Cette dernière phrase était de Charles, l’auteur de l’histoire des gnomes. Mais non, puisque je n’étais pas encore venu par ici.

— Il y en a pourtant un peu partout, excepté de notre côté, parce que c’est le côté plat, celui des prairies. Et puis papa t’avait bien prévenu.

— Oh ! oui, dit Charles. Et tu as répondu : Je sais. Alors… »

Édouard se tourna en gémissant de l’autre côté. — Eh ! certainement il avait eu tort ; il le savait bien ; il le sentait plus encore.

Ce n’était pas, pourtant, qu’Ernest et Charles voulussent augmenter les souffrances de leur camarade. Oh ! non ! Ils tenaient seulement à se décharger de toute responsabilité dans l’accident. Il ne manque pas de consolateurs qui font ainsi et songent surtout à eux-mêmes dans le mal des autres.

Heureusement la chute d’Édouard ne lui avait occasionné que de fortes contusions. C’en fut assez toutefois pour lui faire garder le lit deux jours et le confiner ensuite dans un fauteuil près d’une semaine. Pendant cette inaction forcée, Édouard plus d’une fois revit en pensée la pauvre demeure où il était entré si inopinément, et la femme compatissante, et l’homme désolé du mal de son figuier, et ces deux petits enfants étonnés de tout, mal vêtus et mélancoliques. Il songeait avec tristesse que c’étaient là de ces humains qui vivent, comme disait Antoine, sans beaucoup plus d’idées que les animaux qu’ils soignent, et il eût bien voulu que cela ne fût pas ainsi. Édouard n’y pouvait pas grand’chose ; mais il fit du moins ce qu’il pouvait faire : il donna en échange du figuier cassé tout l’argent qu’il possédait, sauf une petite part dont il acheta quelques gâteaux, deux mirlitons bariolés de rouge et de bleu, et un livre de zoologie avec des images, toutes choses qui ravirent les gnomes et firent ouvrir leurs yeux ronds plus grands que jamais.

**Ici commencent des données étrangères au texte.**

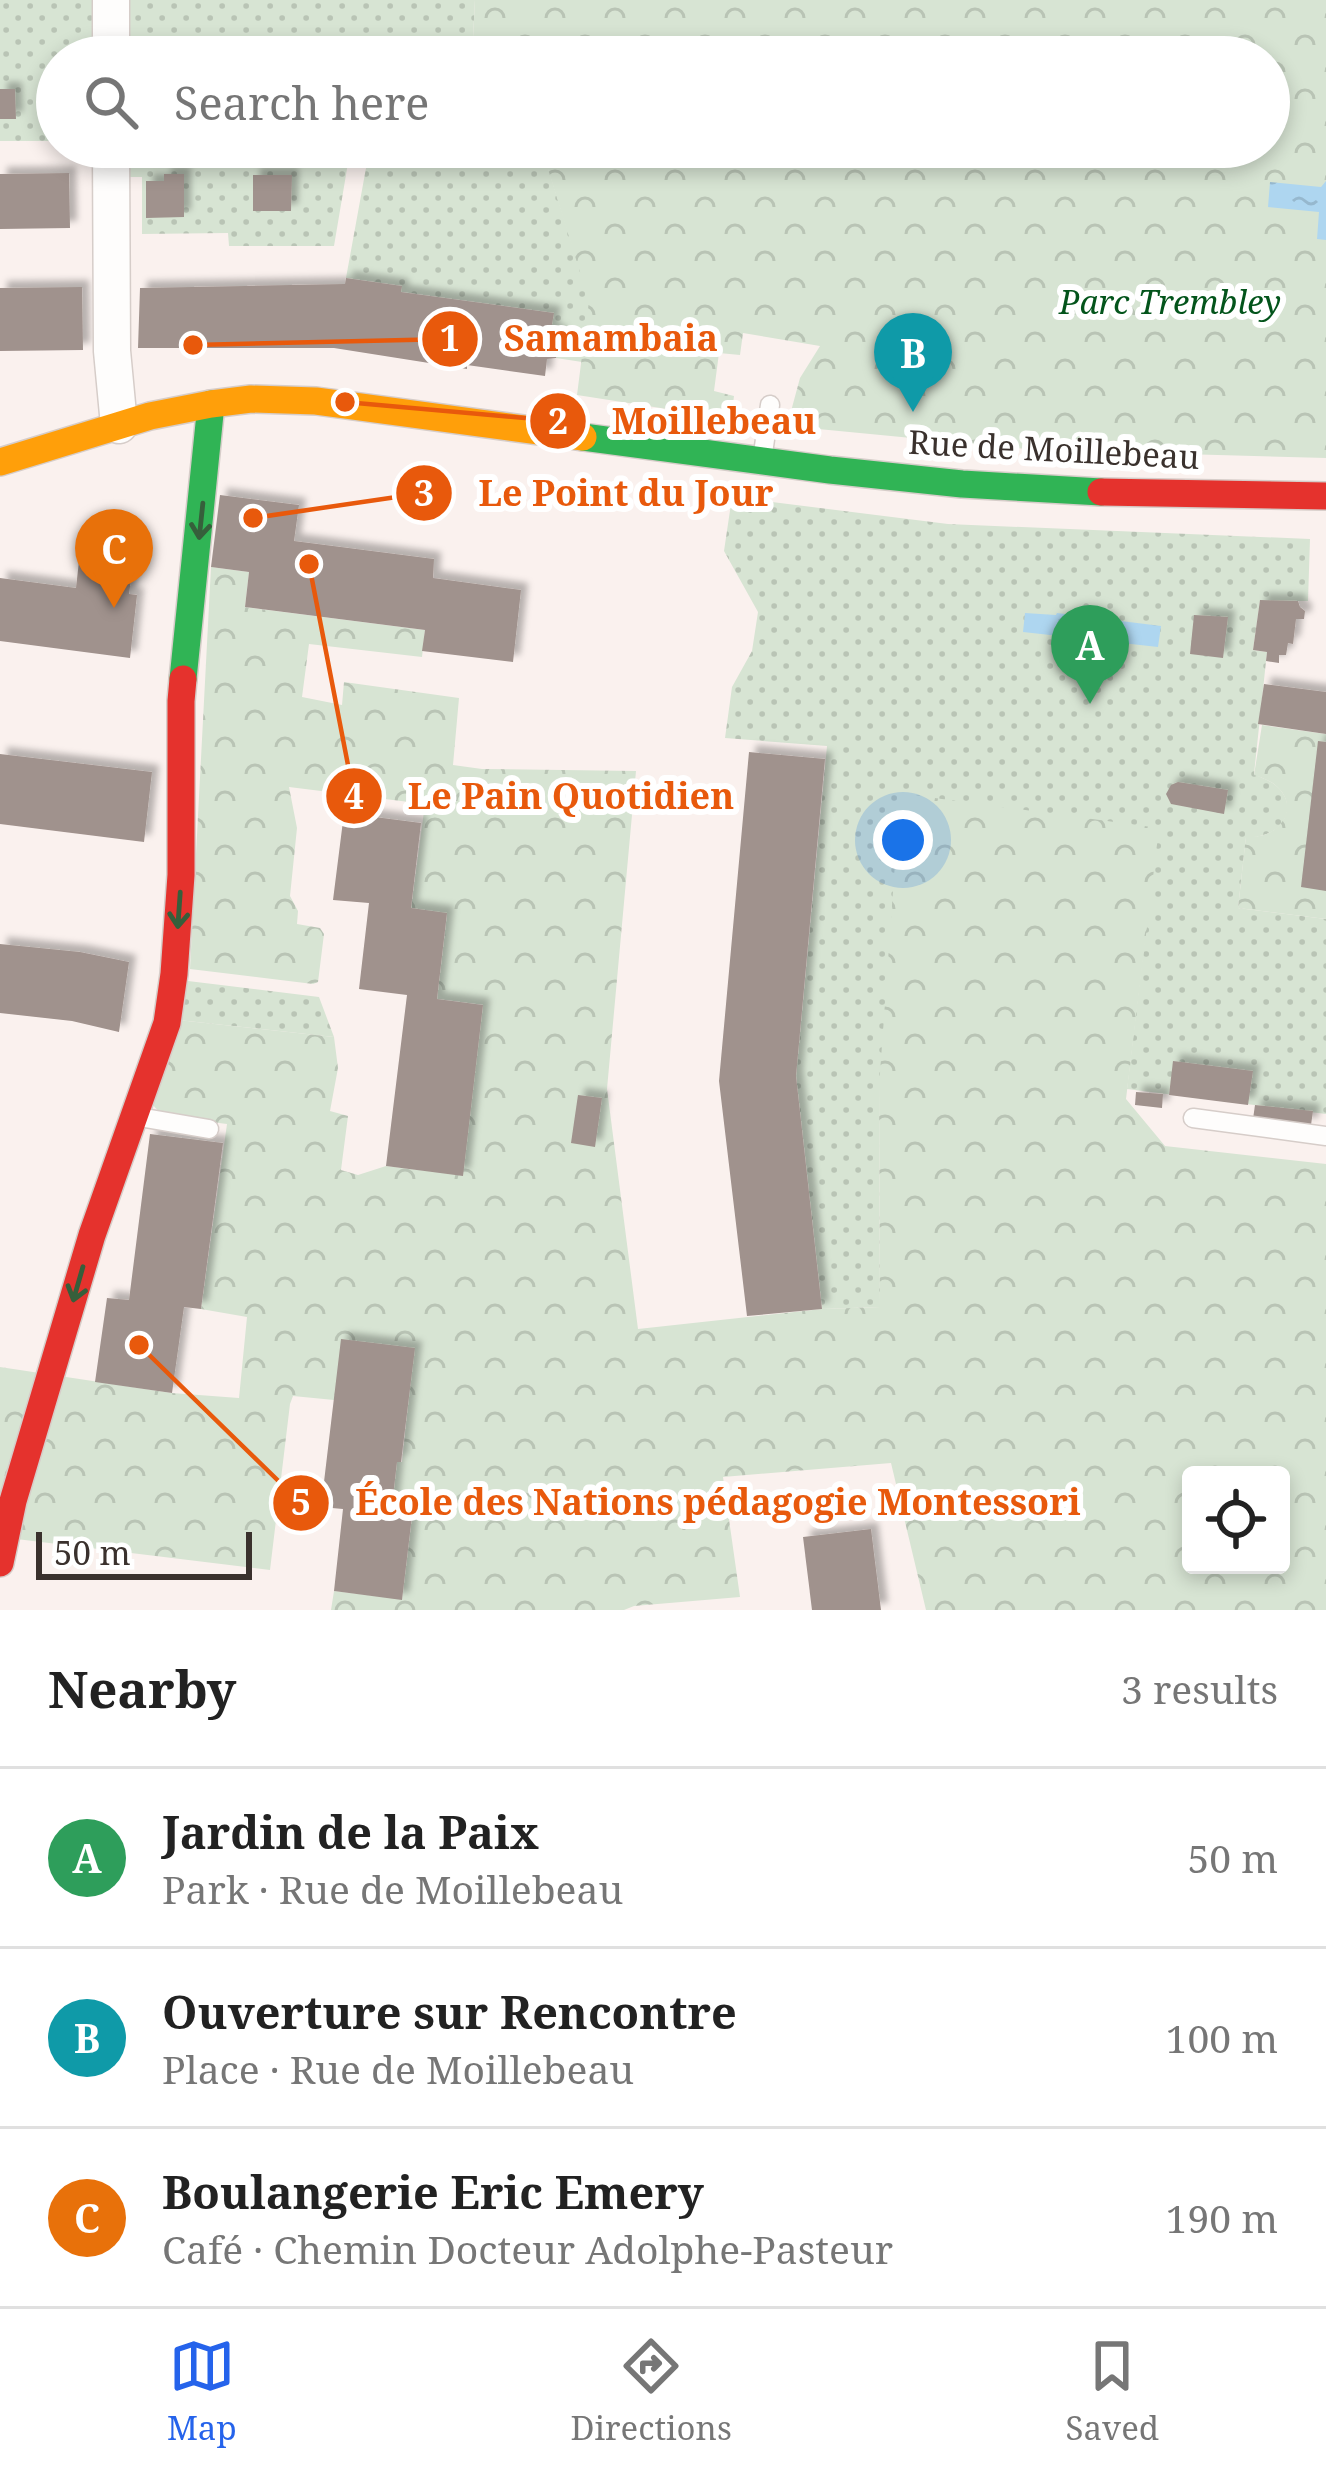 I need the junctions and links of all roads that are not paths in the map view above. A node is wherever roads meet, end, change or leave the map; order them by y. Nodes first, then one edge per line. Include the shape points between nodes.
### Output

Plus généreux que les camarades, M. Ledan s’abstint de tout reproche, tant que les douleurs d’Édouard eurent la parole ; car c’étaient là des arguments sans réplique et suffisants. Mais à la première gambade que fit son élève :

« Laissez-moi vous donner un conseil, Édouard : n’oubliez pas tout à fait cette aventure. Elle vous enseignera à ne pas trop négliger les avis et à prendre les renseignements utiles. Vous vous en êtes tiré à fort bon marché ; mais, songez-y, il y a des imprudents qui se cassent le cou. »

LUCIE B.

La suite prochainement.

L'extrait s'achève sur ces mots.